Mechanistic and Conceptual Modeling
While high-minded discussions of complexity theory, analytical techniques, and biological principles are quite interesting, as “practical neurophysiologists” it is important to remember that the details are central in biological systems. This translates into a need for deep understanding of our chosen systems and detailed mechanistic and conceptual modeling. This in turn, translates into immersion into the literature and community of that system. Thus, our modeling techniques augment rather than replace traditional modeling approaches to speed model development and strengthen analysis and prediction.

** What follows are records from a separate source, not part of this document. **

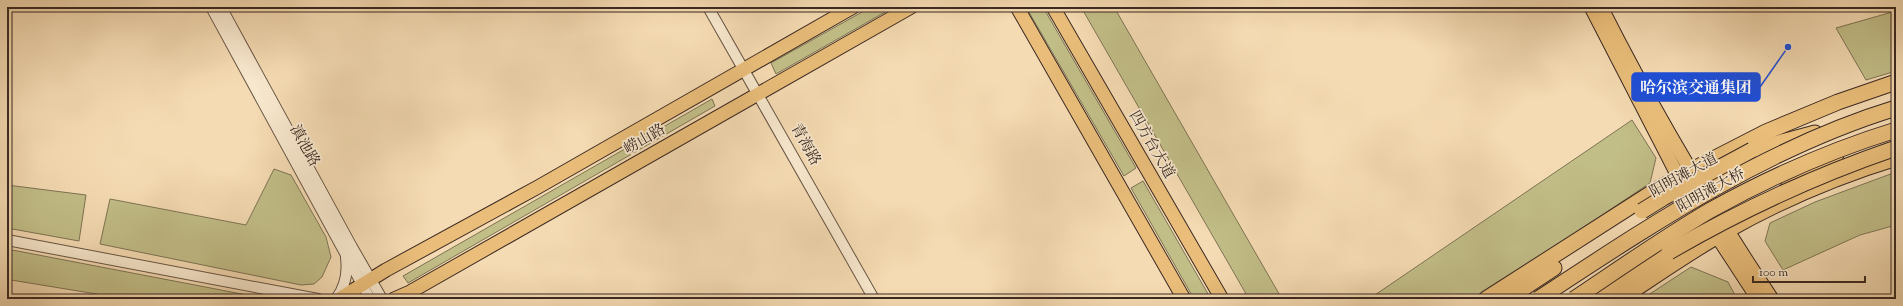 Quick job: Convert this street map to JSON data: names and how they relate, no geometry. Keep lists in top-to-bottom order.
{
  "streets": {
    "highway": ["阳明滩大道", "阳明滩大桥"],
    "main road": ["崂山路", "四方台大道"],
    "street": ["青海路", "滇池路"]
  },
  "crossings": [
    ["崂山路", "青海路"],
    ["崂山路", "滇池路"]
  ],
  "places": ["哈尔滨交通集团"],
  "scale_bar": "100 m"
} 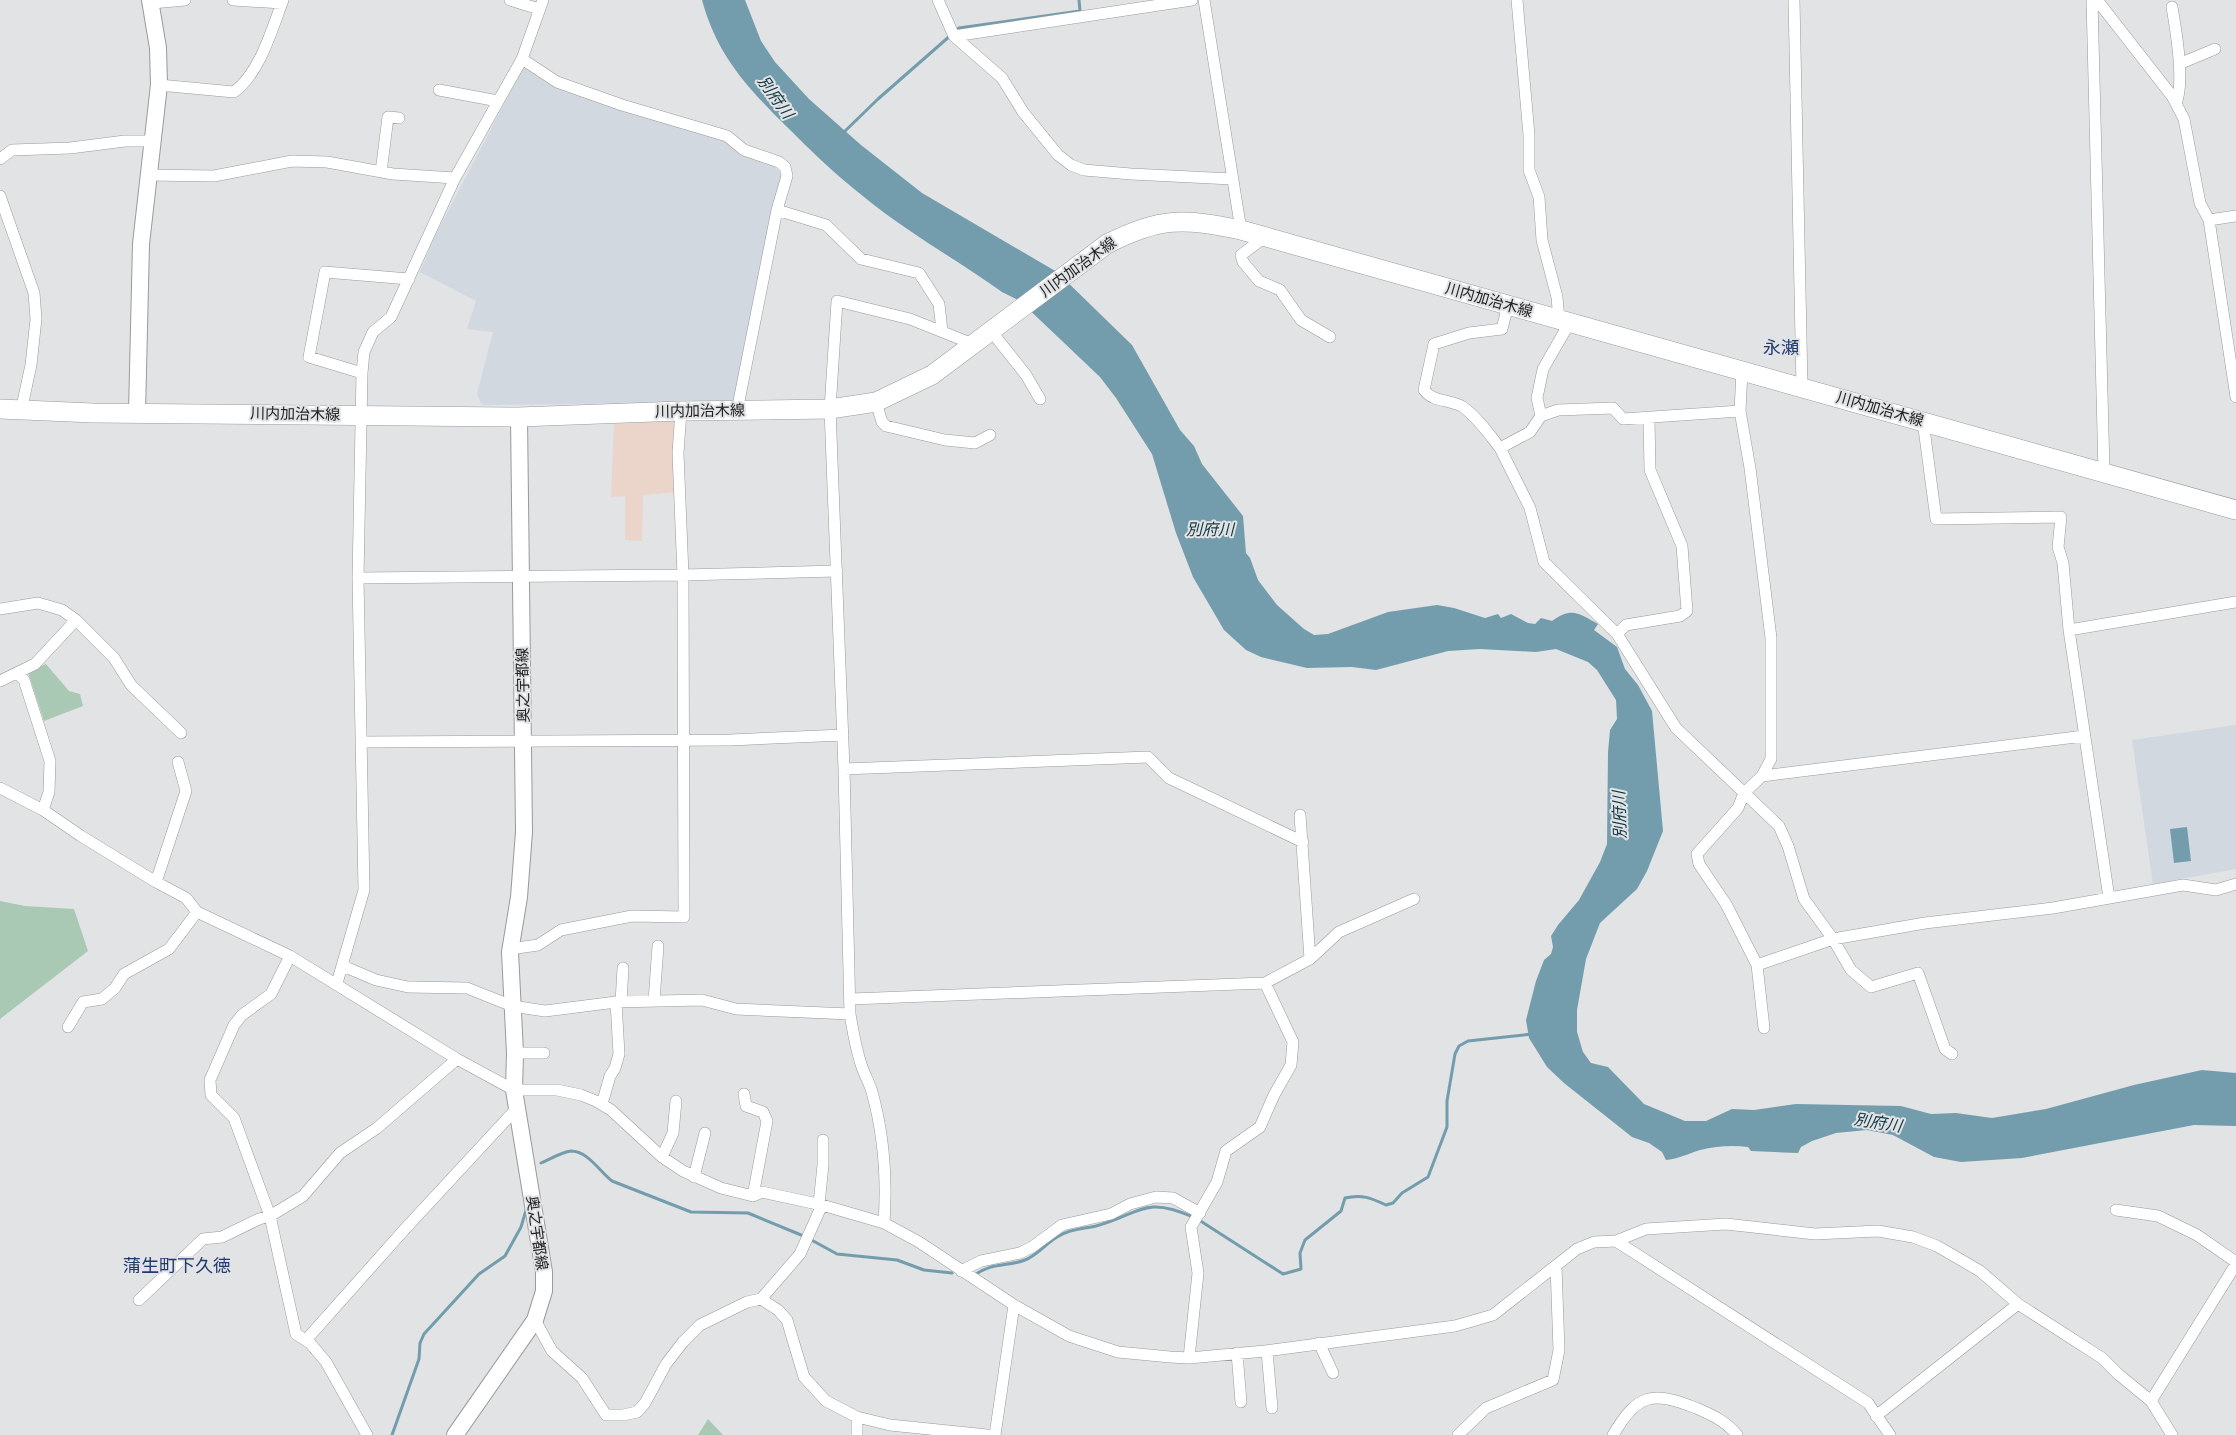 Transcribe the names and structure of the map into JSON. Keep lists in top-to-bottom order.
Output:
{
  "streets": {
    "main road": ["川内加治木線"],
    "street": ["奥之宇都線"]
  },
  "crossings": [
    ["川内加治木線", "奥之宇都線"]
  ],
  "districts": ["永瀬", "蒲生町下久徳"],
  "water": ["別府川"]
} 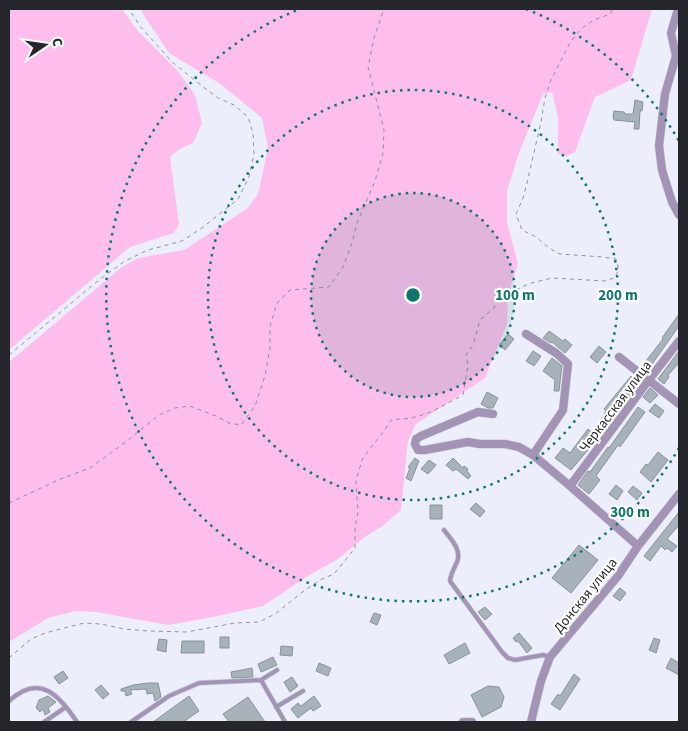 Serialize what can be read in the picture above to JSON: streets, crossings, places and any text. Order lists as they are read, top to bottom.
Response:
{
  "streets": {
    "street": ["Черкасская улица", "Донская улица"]
  },
  "north": "right",
  "rings": ["100 m", "200 m", "300 m"]
}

We have developed cutting-edge models (or more accurately sets of models) of each of our chosen systems each based on both first-hand and published experimental data as well as proposed theories of system function. In accordance with our multiple viewpoint approach, we highly emphasize management and categorization of the embedded principles, assumptions, hypotheses and experimental data that form the bases of these models. Models are implemented in a variety of computer platforms based on the model needs as well as the need for customization and simulation automation.
References
Mitchell CS, Feng SS, and Lee RH. An analysis of glutamate spillover on the N-methyl-D-aspartate receptors at the cerebellar glomerulus. J Neural Eng 4: 276-282, 2007.
Shapiro NP, and Lee RH. Synaptic amplification versus bistability in motoneuron dendritic processing: a top-down modeling approach. J Neurophysiol 97: 3948-3960, 2007.
High-Performance Computing
In any modeling endeavor, there is the inevitable point of needing more computational power. To this end, we explore alternative computing platforms. For the past several years, the best of these alternatives has been reconfigurable computing devices called FPGA’s (field-programmable gate arrays). These devices are a mainstay of the high-end electronics industry and are ideally suited to simulating the systems of differential equations that underlie most biological models. We have repeatedly demonstrated performance gains of 20 or higher compared to general-purpose CPU-based simulation at a comparable cost. However, they are not easy to program. Consequently, our efforts have focused on facilitating FPGA-based simulation. Our latest endeavor is a “simulation compiler” that automatically generates the FPGA-compatible code directly from the differential equations (patent pending).
References
Weinstein RK, Reid MS, and Lee RH. Methodology and design flow for assisted neural-model implementations in FPGAs. IEEE Trans Neural Syst Rehabil Eng 15: 83-93, 2007.
Weinstein RK, and Lee RH. Architectures for high-performance FPGA implementations of neural models. J Neural Eng 3: 21-34, 2006.
Graas EL, Brown EA, and Lee RH. An FPGA-based approach to high-speed simulation of conductance-based neuron models. Neuroinformatics 2: 417-436, 2004.